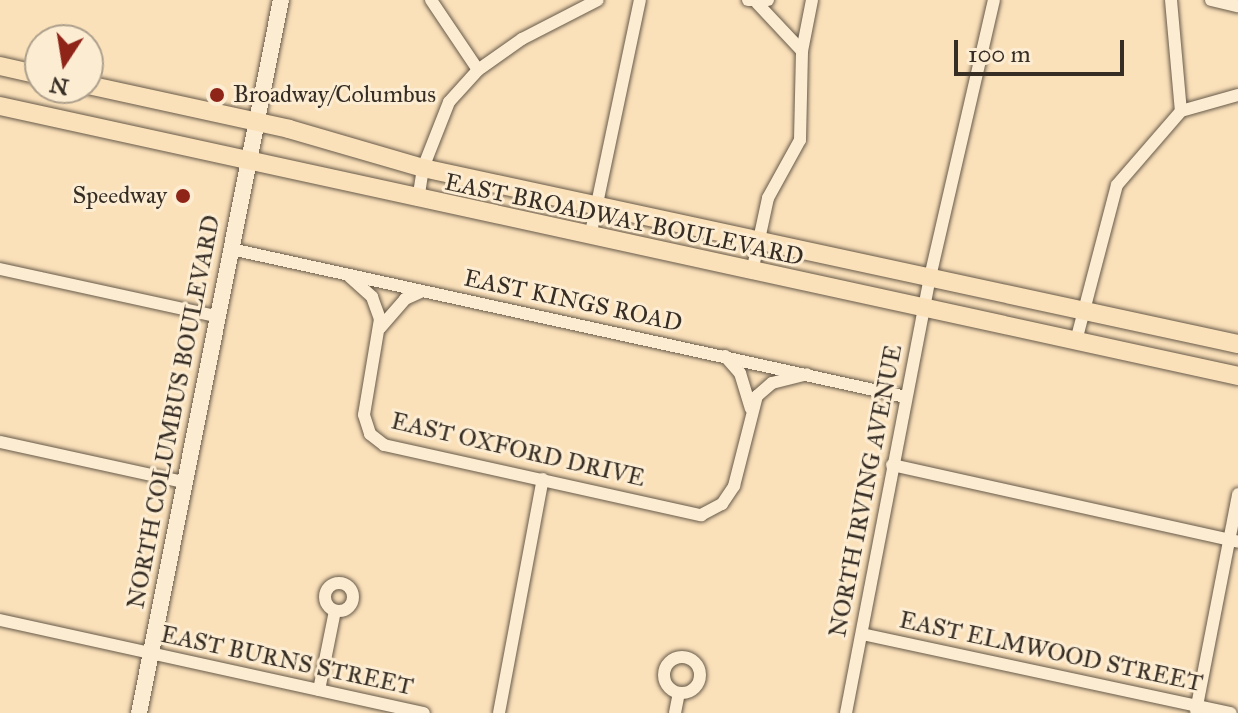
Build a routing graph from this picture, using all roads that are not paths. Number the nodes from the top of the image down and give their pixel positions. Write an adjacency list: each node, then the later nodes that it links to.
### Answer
1 (281, 0): 19 (street, NORTH COLUMBUS BOULEVARD)
2 (431, 0): 13 (street)
3 (598, 0): 13 (street)
4 (640, 0): 23 (street)
5 (812, 0): 11 (street)
6 (994, 0): 30 (street, NORTH IRVING AVENUE)
7 (1171, 0): 18 (street)
8 (1211, 0): 10 (street)
9 (758, 1): 11 (street)
10 (1238, 6)
11 (802, 51): 25 (street)
12 (0, 66): 14 (main road)
13 (478, 70): 21 (street)
14 (24, 71)
15 (104, 88): 19 (main road, EAST BROADWAY BOULEVARD)
16 (1238, 95): 18 (street)
17 (0, 106): 20 (main road, EAST BROADWAY BOULEVARD)
18 (1181, 111): 33 (street)
19 (255, 121): 20 (street, NORTH COLUMBUS BOULEVARD); 21 (main road, EAST BROADWAY BOULEVARD)
20 (249, 159): 22 (main road, EAST BROADWAY BOULEVARD); 26 (street, NORTH COLUMBUS BOULEVARD)
21 (423, 168): 22 (street); 23 (main road, EAST BROADWAY BOULEVARD)
22 (418, 200): 24 (main road, EAST BROADWAY BOULEVARD)
23 (597, 205): 24 (street); 25 (main road, EAST BROADWAY BOULEVARD)
24 (590, 237): 28 (main road, EAST BROADWAY BOULEVARD)
25 (759, 240): 28 (street); 30 (main road, EAST BROADWAY BOULEVARD)
26 (231, 249): 29 (street, EAST KINGS ROAD); 34 (street, NORTH COLUMBUS BOULEVARD)
27 (0, 269): 34 (street)
28 (752, 272): 32 (main road, EAST BROADWAY BOULEVARD)
29 (350, 277): 31 (street, EAST KINGS ROAD); 35 (street)
30 (930, 277): 32 (street, NORTH IRVING AVENUE); 33 (main road, EAST BROADWAY BOULEVARD)
31 (421, 292): 35 (street); 38 (street, EAST KINGS ROAD)
32 (924, 309): 36 (main road, EAST BROADWAY BOULEVARD); 41 (street, NORTH IRVING AVENUE)
33 (1083, 310): 36 (street); 37 (main road, EAST BROADWAY BOULEVARD)
34 (216, 316): 46 (street, NORTH COLUMBUS BOULEVARD)
35 (380, 328): 45 (street, EAST OXFORD DRIVE)
36 (1076, 341): 40 (main road, EAST BROADWAY BOULEVARD)
37 (1238, 344)
38 (725, 356): 39 (street, EAST KINGS ROAD); 42 (street)
39 (807, 374): 41 (street, EAST KINGS ROAD); 42 (street)
40 (1238, 376)
41 (906, 397): 44 (street, NORTH IRVING AVENUE)
42 (751, 408): 45 (street, EAST OXFORD DRIVE)
43 (0, 442): 46 (street)
44 (892, 465): 48 (street); 51 (street, NORTH IRVING AVENUE)
45 (543, 479): 58 (street)
46 (184, 482): 52 (street, NORTH COLUMBUS BOULEVARD)
47 (1238, 494): 48 (street)
48 (1234, 541): 55 (street)
49 (335, 611): 53 (street)
50 (0, 620): 52 (street, EAST BURNS STREET)
51 (862, 634): 55 (street, EAST ELMWOOD STREET); 60 (street, NORTH IRVING AVENUE)
52 (151, 653): 53 (street, EAST BURNS STREET); 56 (street, NORTH COLUMBUS BOULEVARD)
53 (319, 690): 57 (street, EAST BURNS STREET)
54 (679, 693): 59 (street)
55 (1196, 710): 61 (street, EAST ELMWOOD STREET)
56 (139, 713)
57 (424, 713)
58 (499, 713)
59 (675, 713)
60 (846, 713)
61 (1231, 713)

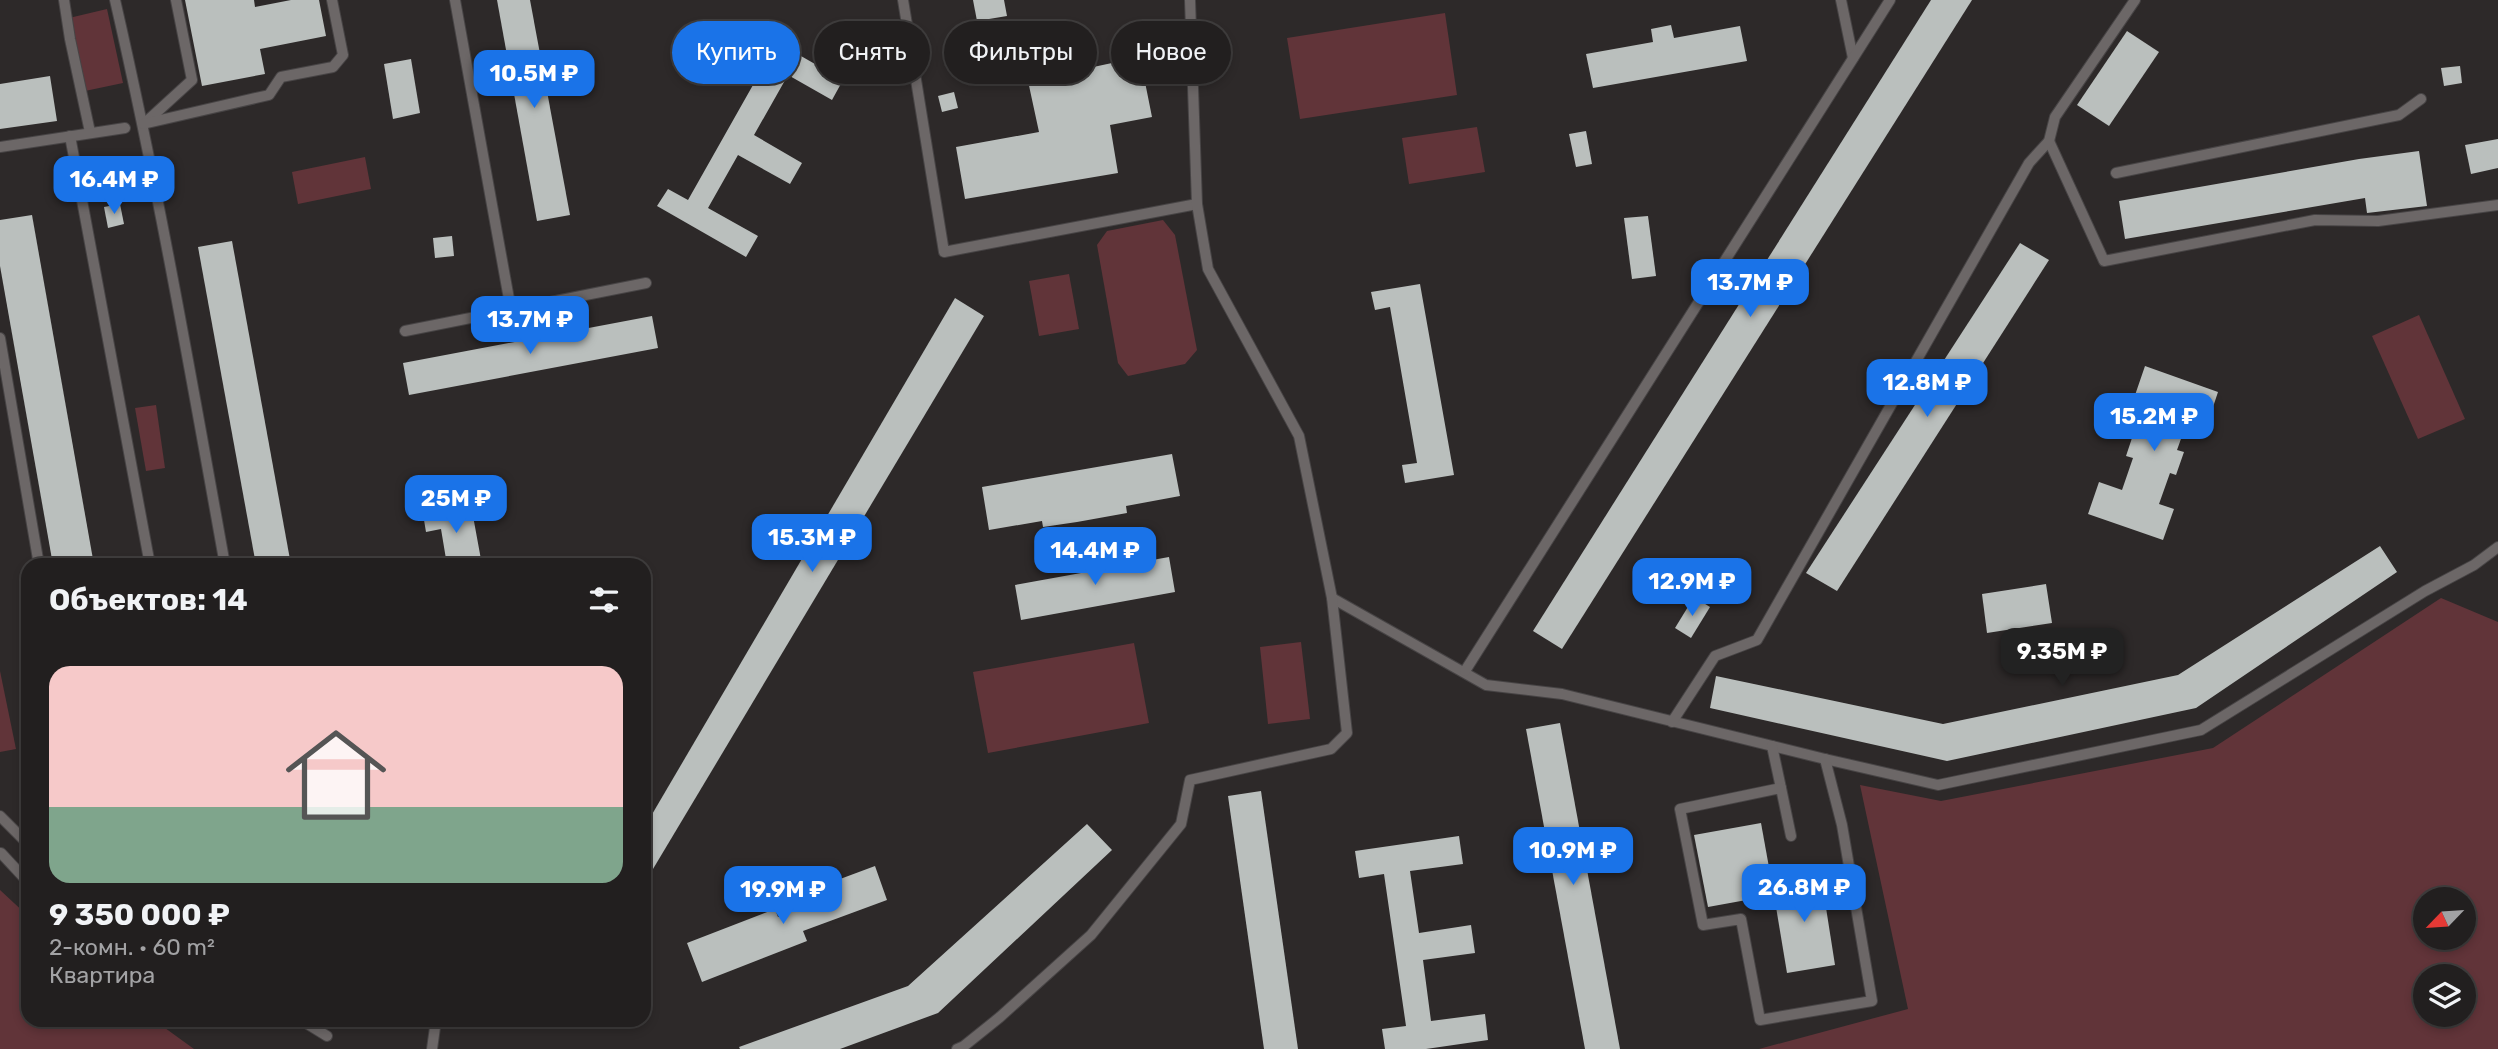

[Problem details]:
Please keep every line of the data the same when you reproduce it, and keep every picture out.

[Written reply]:
Build a routing graph from this picture, using all roads that are not paths. Number the nodes from the top of the image down and give their pixel positions. Write an adjacency list: each node, then the later nodes that it links to.
### Answer
1 (281, 0): 19 (street, NORTH COLUMBUS BOULEVARD)
2 (431, 0): 13 (street)
3 (598, 0): 13 (street)
4 (640, 0): 23 (street)
5 (812, 0): 11 (street)
6 (994, 0): 30 (street, NORTH IRVING AVENUE)
7 (1171, 0): 18 (street)
8 (1211, 0): 10 (street)
9 (758, 1): 11 (street)
10 (1238, 6)
11 (802, 51): 25 (street)
12 (0, 66): 14 (main road)
13 (478, 70): 21 (street)
14 (24, 71)
15 (104, 88): 19 (main road, EAST BROADWAY BOULEVARD)
16 (1238, 95): 18 (street)
17 (0, 106): 20 (main road, EAST BROADWAY BOULEVARD)
18 (1181, 111): 33 (street)
19 (255, 121): 20 (street, NORTH COLUMBUS BOULEVARD); 21 (main road, EAST BROADWAY BOULEVARD)
20 (249, 159): 22 (main road, EAST BROADWAY BOULEVARD); 26 (street, NORTH COLUMBUS BOULEVARD)
21 (423, 168): 22 (street); 23 (main road, EAST BROADWAY BOULEVARD)
22 (418, 200): 24 (main road, EAST BROADWAY BOULEVARD)
23 (597, 205): 24 (street); 25 (main road, EAST BROADWAY BOULEVARD)
24 (590, 237): 28 (main road, EAST BROADWAY BOULEVARD)
25 (759, 240): 28 (street); 30 (main road, EAST BROADWAY BOULEVARD)
26 (231, 249): 29 (street, EAST KINGS ROAD); 34 (street, NORTH COLUMBUS BOULEVARD)
27 (0, 269): 34 (street)
28 (752, 272): 32 (main road, EAST BROADWAY BOULEVARD)
29 (350, 277): 31 (street, EAST KINGS ROAD); 35 (street)
30 (930, 277): 32 (street, NORTH IRVING AVENUE); 33 (main road, EAST BROADWAY BOULEVARD)
31 (421, 292): 35 (street); 38 (street, EAST KINGS ROAD)
32 (924, 309): 36 (main road, EAST BROADWAY BOULEVARD); 41 (street, NORTH IRVING AVENUE)
33 (1083, 310): 36 (street); 37 (main road, EAST BROADWAY BOULEVARD)
34 (216, 316): 46 (street, NORTH COLUMBUS BOULEVARD)
35 (380, 328): 45 (street, EAST OXFORD DRIVE)
36 (1076, 341): 40 (main road, EAST BROADWAY BOULEVARD)
37 (1238, 344)
38 (725, 356): 39 (street, EAST KINGS ROAD); 42 (street)
39 (807, 374): 41 (street, EAST KINGS ROAD); 42 (street)
40 (1238, 376)
41 (906, 397): 44 (street, NORTH IRVING AVENUE)
42 (751, 408): 45 (street, EAST OXFORD DRIVE)
43 (0, 442): 46 (street)
44 (892, 465): 48 (street); 51 (street, NORTH IRVING AVENUE)
45 (543, 479): 58 (street)
46 (184, 482): 52 (street, NORTH COLUMBUS BOULEVARD)
47 (1238, 494): 48 (street)
48 (1234, 541): 55 (street)
49 (335, 611): 53 (street)
50 (0, 620): 52 (street, EAST BURNS STREET)
51 (862, 634): 55 (street, EAST ELMWOOD STREET); 60 (street, NORTH IRVING AVENUE)
52 (151, 653): 53 (street, EAST BURNS STREET); 56 (street, NORTH COLUMBUS BOULEVARD)
53 (319, 690): 57 (street, EAST BURNS STREET)
54 (679, 693): 59 (street)
55 (1196, 710): 61 (street, EAST ELMWOOD STREET)
56 (139, 713)
57 (424, 713)
58 (499, 713)
59 (675, 713)
60 (846, 713)
61 (1231, 713)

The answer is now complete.